The first step is to source the setup script, clone this repository from GitHub, and make a build directory to work in.

 % source setup-ece5745.sh
 % mkdir $HOME/ece5745
 % cd $HOME/ece5745
 % git clone git@github.com:cornell-ece5745/ece5745-sec-pymtl-cl
 % mkdir -p ece5745-sec-pymtl-cl/pymtl/build
 % cd ece5745-sec-pymtl-cl/pymtl/build
 % BUILDDIR=$PWD

Sort Unit CL Model

We will start by reviewing the sort unit CL model first introduced in the PyMTL tutorial and shown in the following figure. We immediately sort the input values in a single cycle, and then we delay sending the response by several cycles to model the pipeline latency. The key to CL modeling is to capture the cycle-level behavior (i.e., how long a transaction takes in cycles) without worrying about the bit-level details or the exact hardware structures required to implement the desired cycle-level behavior.

Here is the corresponding code for the sort unit CL model.

class SortUnitCL( Model ):

  def __init__( s, nbits=8, nstages=3 ):

    s.in_val  = InPort (1)
    s.in_     = [ InPort  (nbits) for _ in range(4) ]

    s.out_val = OutPort(1)
    s.out     = [ OutPort (nbits) for _ in range(4) ]

    s.pipe    = deque( [[0,0,0,0,0]]*(nstages-1) )

    @s.tick_cl
    def block():
      s.pipe.append( deepcopy( [s.in_val] + sorted(s.in_) ) )
      data = s.pipe.popleft()
      s.out_val.next = data[0]
      for i, v in enumerate( data[1:] ):
        s.out[i].next = v

We can use any Python code we want to implement a CL model. Here we use Python's built-in sorted function to do the actual sorting operation on the input values. Notice how we use a deque to model the pipeline behavior. Each entry in the deque has a valid bit and then the four sorted values. Also notice how we need to use a deepcopy to ensure that we really do have a copy of the sorted values in the deque and not just a reference. This is very common CL modeling pattern: we do all of the real work in the first cycle and then delay the response to model the desired latency. Let's run the sort unit CL tests and then produce a line trace:

 % cd $BUILDDIR
 % py.test ../tut3_pymtl/sort/SortUnitCL_test.py
 % py.test ../tut3_pymtl/sort/SortUnitCL_test.py -k test[2stage_stream] -s

  2: {04,03,02,01}|
  3: {09,06,07,01}|
  4: {04,08,00,09}|{01,02,03,04}
  5:              |{01,06,07,09}
  6:              |{00,04,08,09}

We can see that the first transaction goes into the sort unit on cycle 2 and then comes out of the sort unit on cycle 4. The sort unit CL model is modeling a two-stage pipeline. Since CL modeling is a higher level modeling abstraction compared to RTL modeling, it is much easier to experiment with different parameters. For example, we can easily experiment with longer latency sort units and analyze the impact the sort latency has on the full system cycle-level performance.
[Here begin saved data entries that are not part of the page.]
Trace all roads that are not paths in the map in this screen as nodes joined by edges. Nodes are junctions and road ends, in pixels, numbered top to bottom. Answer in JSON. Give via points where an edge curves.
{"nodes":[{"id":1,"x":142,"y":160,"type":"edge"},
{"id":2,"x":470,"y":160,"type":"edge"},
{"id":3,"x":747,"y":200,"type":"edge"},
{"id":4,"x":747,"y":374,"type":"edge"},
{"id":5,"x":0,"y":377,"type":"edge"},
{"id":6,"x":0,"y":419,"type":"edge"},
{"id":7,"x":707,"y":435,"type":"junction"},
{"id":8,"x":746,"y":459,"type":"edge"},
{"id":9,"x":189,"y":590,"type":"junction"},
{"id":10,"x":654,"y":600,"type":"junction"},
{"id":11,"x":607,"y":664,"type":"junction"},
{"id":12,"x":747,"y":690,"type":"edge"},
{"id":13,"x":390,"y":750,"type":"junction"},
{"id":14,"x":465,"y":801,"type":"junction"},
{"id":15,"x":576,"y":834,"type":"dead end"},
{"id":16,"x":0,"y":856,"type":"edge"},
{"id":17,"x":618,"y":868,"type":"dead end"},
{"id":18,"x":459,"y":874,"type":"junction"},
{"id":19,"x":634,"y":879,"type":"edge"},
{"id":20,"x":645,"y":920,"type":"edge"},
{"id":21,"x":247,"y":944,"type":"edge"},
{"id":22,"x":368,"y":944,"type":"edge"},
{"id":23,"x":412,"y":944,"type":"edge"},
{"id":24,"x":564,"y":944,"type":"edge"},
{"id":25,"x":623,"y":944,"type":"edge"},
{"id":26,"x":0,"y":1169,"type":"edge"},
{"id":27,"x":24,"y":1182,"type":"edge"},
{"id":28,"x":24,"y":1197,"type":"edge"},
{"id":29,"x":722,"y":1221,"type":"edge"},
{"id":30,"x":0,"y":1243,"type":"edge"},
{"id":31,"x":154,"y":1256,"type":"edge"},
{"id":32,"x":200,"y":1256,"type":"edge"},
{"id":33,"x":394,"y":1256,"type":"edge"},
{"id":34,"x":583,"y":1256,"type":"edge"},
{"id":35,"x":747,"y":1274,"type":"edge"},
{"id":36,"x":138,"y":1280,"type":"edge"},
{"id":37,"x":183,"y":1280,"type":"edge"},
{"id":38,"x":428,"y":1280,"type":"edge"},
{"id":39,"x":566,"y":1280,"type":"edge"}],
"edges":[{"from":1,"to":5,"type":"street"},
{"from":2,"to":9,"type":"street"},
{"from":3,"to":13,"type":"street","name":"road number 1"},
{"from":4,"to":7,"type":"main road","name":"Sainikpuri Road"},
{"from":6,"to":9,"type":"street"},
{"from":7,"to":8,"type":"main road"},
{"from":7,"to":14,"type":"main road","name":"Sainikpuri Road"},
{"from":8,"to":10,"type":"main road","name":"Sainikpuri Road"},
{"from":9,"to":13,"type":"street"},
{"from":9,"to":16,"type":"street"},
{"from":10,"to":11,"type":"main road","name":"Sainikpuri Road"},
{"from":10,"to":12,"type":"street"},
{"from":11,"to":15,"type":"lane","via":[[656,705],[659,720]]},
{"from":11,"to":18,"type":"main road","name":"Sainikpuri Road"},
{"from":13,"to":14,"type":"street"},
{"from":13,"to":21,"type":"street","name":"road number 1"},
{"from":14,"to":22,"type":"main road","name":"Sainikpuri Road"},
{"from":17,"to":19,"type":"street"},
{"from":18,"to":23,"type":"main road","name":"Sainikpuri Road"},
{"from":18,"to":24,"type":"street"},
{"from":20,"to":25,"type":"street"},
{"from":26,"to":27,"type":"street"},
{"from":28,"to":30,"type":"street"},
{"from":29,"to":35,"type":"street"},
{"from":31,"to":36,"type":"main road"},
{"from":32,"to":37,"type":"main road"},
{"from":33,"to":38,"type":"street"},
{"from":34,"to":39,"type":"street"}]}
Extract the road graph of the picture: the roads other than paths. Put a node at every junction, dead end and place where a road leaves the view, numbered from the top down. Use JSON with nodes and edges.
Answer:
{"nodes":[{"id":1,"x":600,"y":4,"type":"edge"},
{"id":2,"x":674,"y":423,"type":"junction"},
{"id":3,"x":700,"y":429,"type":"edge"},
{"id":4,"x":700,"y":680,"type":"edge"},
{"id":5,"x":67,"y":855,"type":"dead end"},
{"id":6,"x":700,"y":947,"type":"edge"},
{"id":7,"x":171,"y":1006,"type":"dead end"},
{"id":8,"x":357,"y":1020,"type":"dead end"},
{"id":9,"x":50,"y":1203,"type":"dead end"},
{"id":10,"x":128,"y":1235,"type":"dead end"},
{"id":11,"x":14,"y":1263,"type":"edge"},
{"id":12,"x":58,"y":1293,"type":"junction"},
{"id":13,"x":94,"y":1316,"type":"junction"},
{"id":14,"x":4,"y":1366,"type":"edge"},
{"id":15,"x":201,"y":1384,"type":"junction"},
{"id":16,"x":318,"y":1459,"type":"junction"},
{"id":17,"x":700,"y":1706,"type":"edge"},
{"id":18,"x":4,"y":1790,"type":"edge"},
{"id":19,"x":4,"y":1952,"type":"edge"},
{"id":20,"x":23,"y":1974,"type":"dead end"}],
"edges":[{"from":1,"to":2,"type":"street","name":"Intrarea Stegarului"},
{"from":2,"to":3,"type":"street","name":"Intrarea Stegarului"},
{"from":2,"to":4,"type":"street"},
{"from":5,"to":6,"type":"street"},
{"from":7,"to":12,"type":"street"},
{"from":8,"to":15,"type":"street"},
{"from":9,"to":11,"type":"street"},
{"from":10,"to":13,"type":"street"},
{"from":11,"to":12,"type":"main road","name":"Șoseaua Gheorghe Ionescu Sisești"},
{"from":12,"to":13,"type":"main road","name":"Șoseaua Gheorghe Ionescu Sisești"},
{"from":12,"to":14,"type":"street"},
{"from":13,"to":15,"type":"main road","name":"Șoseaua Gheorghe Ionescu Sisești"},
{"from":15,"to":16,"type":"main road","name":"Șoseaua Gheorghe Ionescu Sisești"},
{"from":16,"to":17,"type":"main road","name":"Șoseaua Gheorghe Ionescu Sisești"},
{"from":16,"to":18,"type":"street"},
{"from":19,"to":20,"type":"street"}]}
As another example, let's change our sort unit CL model to sort the four input values in the reverse order. We can do this quite easily, by just setting the reverse flag when calling Python's built-in sorted function. Here is the updated concurrent block:

    @s.tick_cl
    def block():
      s.pipe.append( deepcopy( [s.in_val] + sorted(s.in_, reverse=True ) ) )
      data = s.pipe.popleft()
      s.out_val.next = data[0]
      for i, v in enumerate( data[1:] ):
        s.out[i].next = v

Of course we also need to update the test script to generate reference outputs where the values are in descending order. Once we make the changes to the test script, we can see the result as follows:

 % cd $BUILDDIR
 % py.test ../tut3_pymtl/sort/SortUnitCL_test.py -k test[2stage_stream] -s

  2: {04,03,02,01}|
  3: {09,06,07,01}|
  4: {04,08,00,09}|{04,03,02,01}
  5:              |{09,07,06,01}
  6:              |{09,08,04,00}

As expected, the output values are now in descending order. The key idea is that experimenting with different sort orders in an RTL model would require significantly more work than the quick change shown above. CL modeling can enable more productive design-space exploration of cycle-level performance.

GCD Unit CL Model

We now review the GCD unit CL model also introduced in the PyMTL tutorial and shown in the following figure. Unlike the sort unit CL model, here we want to model an iterative microarchitecture. In this case we can simply do the GCD immediately in a single cycle and then use a counter to wait a certain number of cycles. The number of cycles to wait should roughly approximate how long the real hardware will require to calculate the GCD.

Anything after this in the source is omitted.